§ **Provided material**
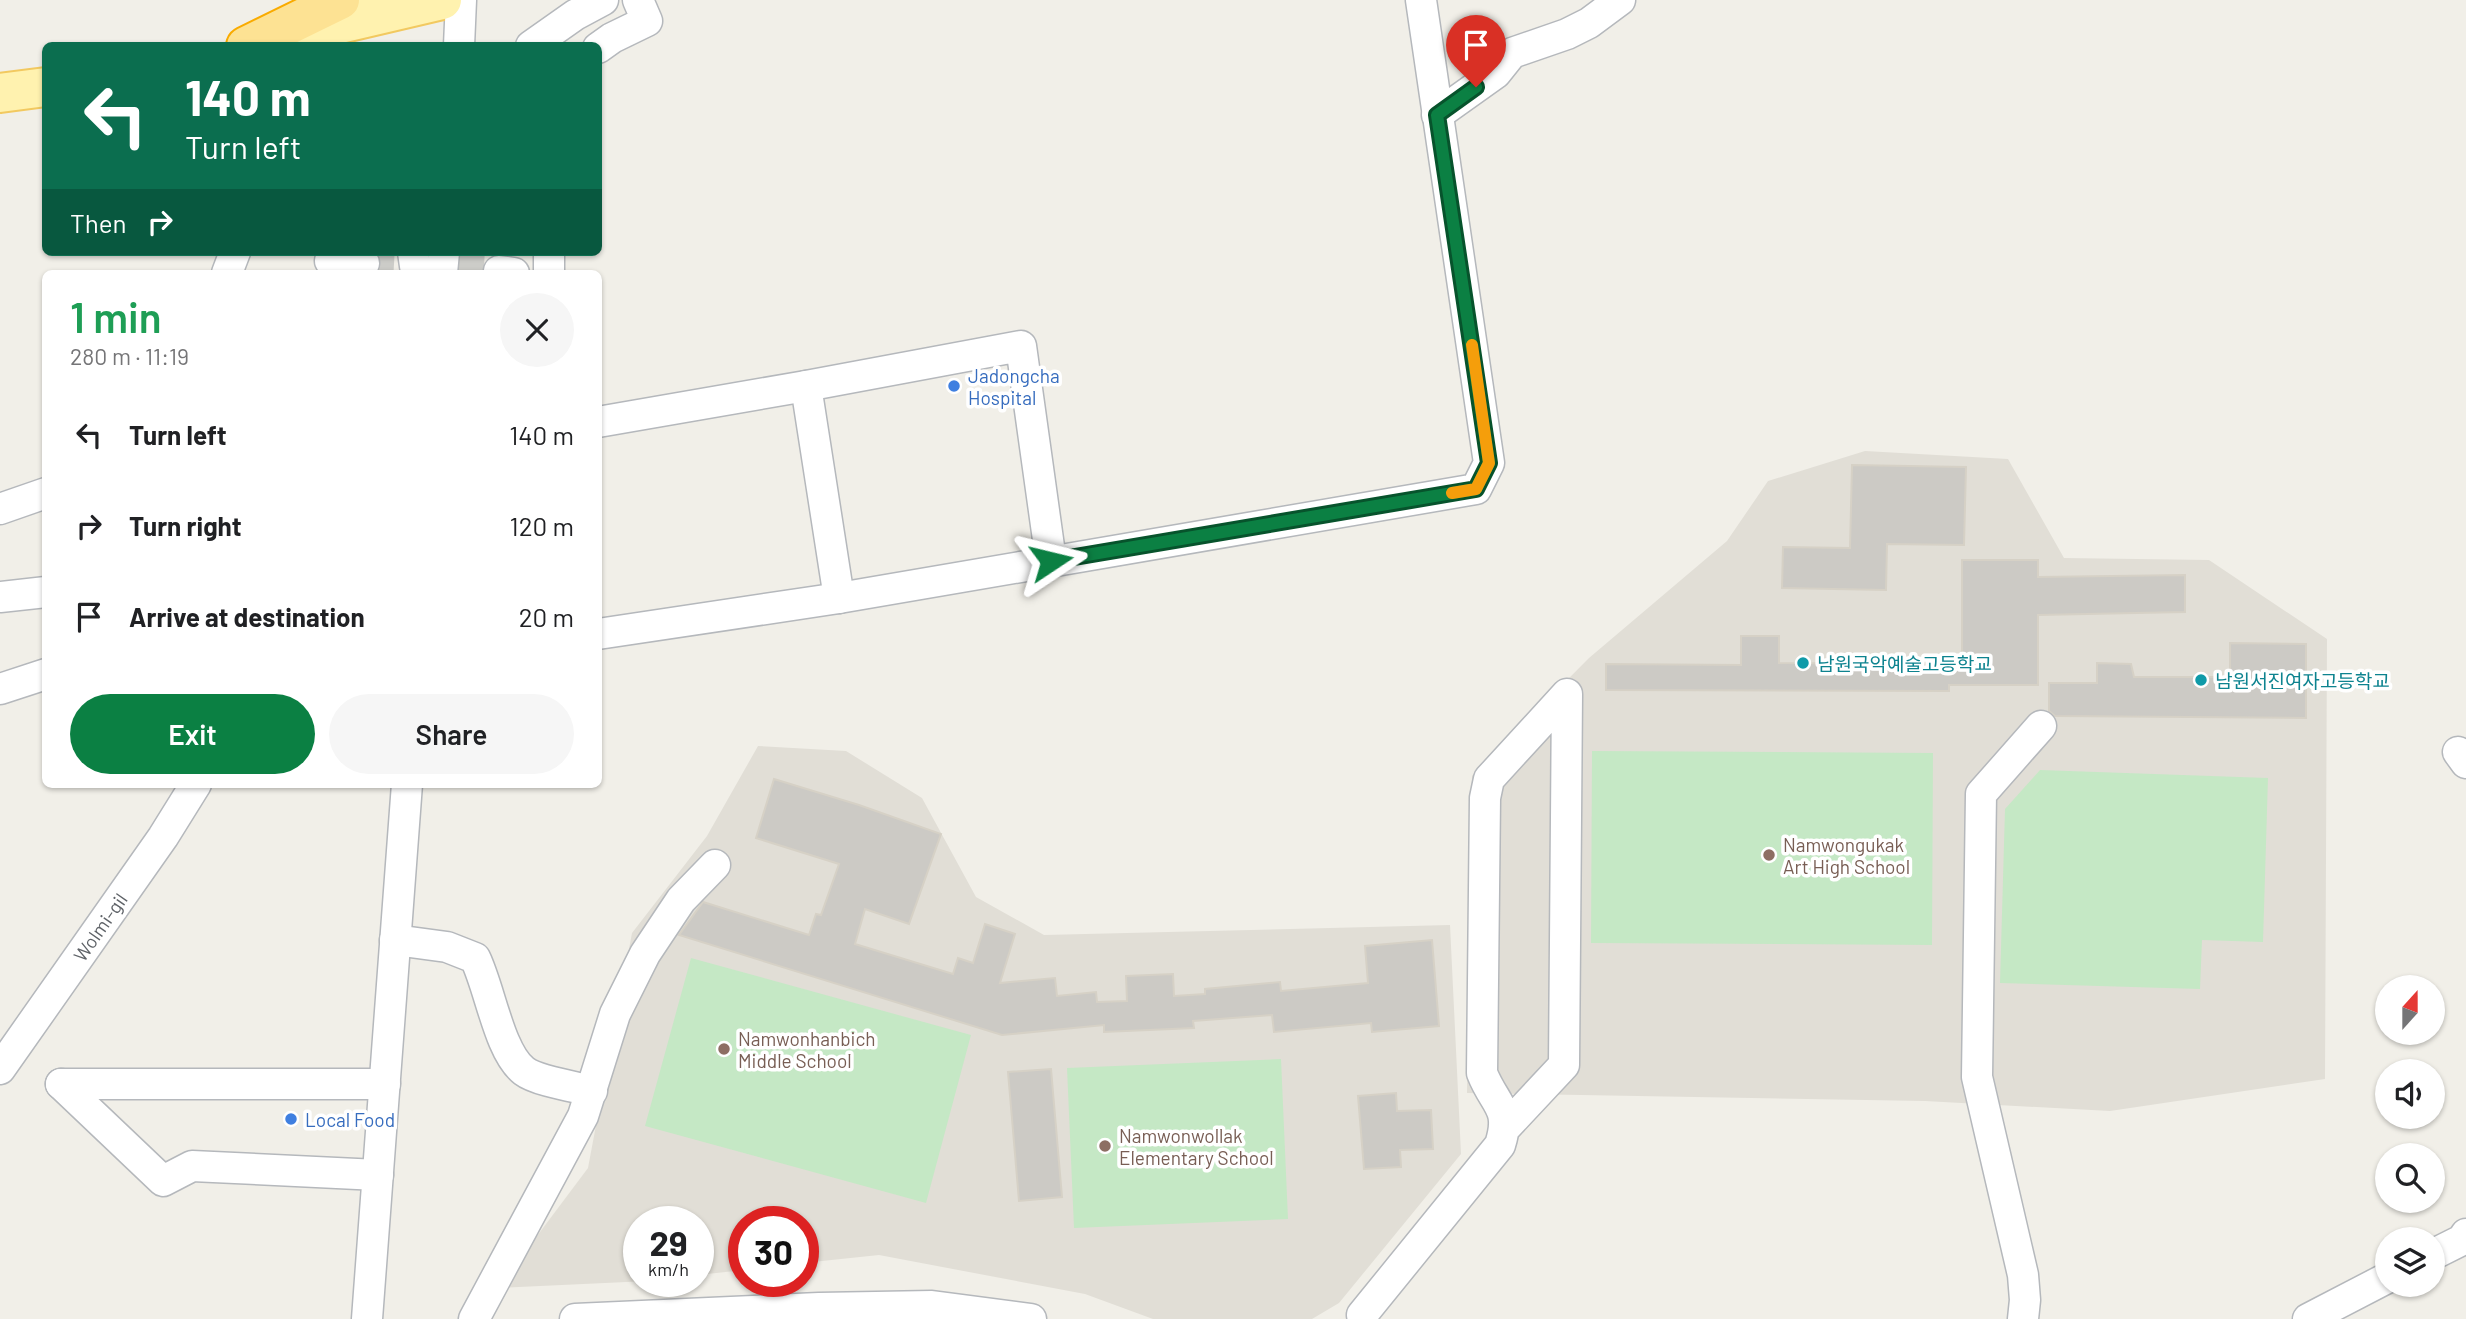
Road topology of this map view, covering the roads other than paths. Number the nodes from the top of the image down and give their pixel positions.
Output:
1 (340, 0) edge
2 (442, 0) edge
3 (461, 0) edge
4 (603, 0) edge
5 (638, 0) edge
6 (1421, 0) edge
7 (1620, 0) edge
8 (254, 42) edge
9 (263, 42) edge
10 (459, 42) edge
11 (537, 42) edge
12 (602, 45) edge
13 (42, 88) edge
14 (0, 93) edge
15 (1437, 115) junction
16 (330, 262) edge
17 (364, 263) tunnel mouth
18 (806, 386) junction
19 (602, 421) edge
20 (42, 493) edge
21 (0, 509) edge
22 (1051, 561) junction
23 (42, 592) edge
24 (0, 597) edge
25 (839, 598) junction
26 (602, 633) edge
27 (42, 675) edge
28 (0, 689) edge
29 (2042, 726) dead end
30 (194, 788) edge
31 (407, 788) edge
32 (715, 865) dead end
33 (395, 940) junction
34 (0, 1069) edge
35 (385, 1084) junction
36 (592, 1091) junction
37 (1505, 1128) junction
38 (378, 1175) junction
39 (2466, 1234) edge
40 (2445, 1248) edge
41 (2375, 1284) edge
42 (1360, 1318) edge
43 (367, 1319) edge
44 (474, 1319) edge
45 (576, 1319) edge
46 (1031, 1319) edge
47 (2023, 1319) edge
48 (2308, 1319) edge

1 - 8 highway
2 - 9 main road
3 - 10 street
4 - 11 street
5 - 12 street
6 - 15 street
7 - 15 street
13 - 14 main road
15 - 22 street
16 - 17 street
18 - 19 street
18 - 22 street
18 - 25 street
20 - 21 street
22 - 25 street
23 - 24 street
25 - 26 street
27 - 28 street
29 - 47 street
30 - 34 street, Wolmi-gil
31 - 33 street
32 - 36 street
33 - 35 street
33 - 36 street
35 - 38 street
35 - 38 street
36 - 44 street
37 - 37 street
37 - 42 street
38 - 43 street
39 - 40 street
41 - 48 street
45 - 46 street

§ **What the exercise asks**
Your task is to copy each line of the listing that holds the word "junction".

§ **Task answer**
15 (1437, 115) junction
18 (806, 386) junction
22 (1051, 561) junction
25 (839, 598) junction
33 (395, 940) junction
35 (385, 1084) junction
36 (592, 1091) junction
37 (1505, 1128) junction
38 (378, 1175) junction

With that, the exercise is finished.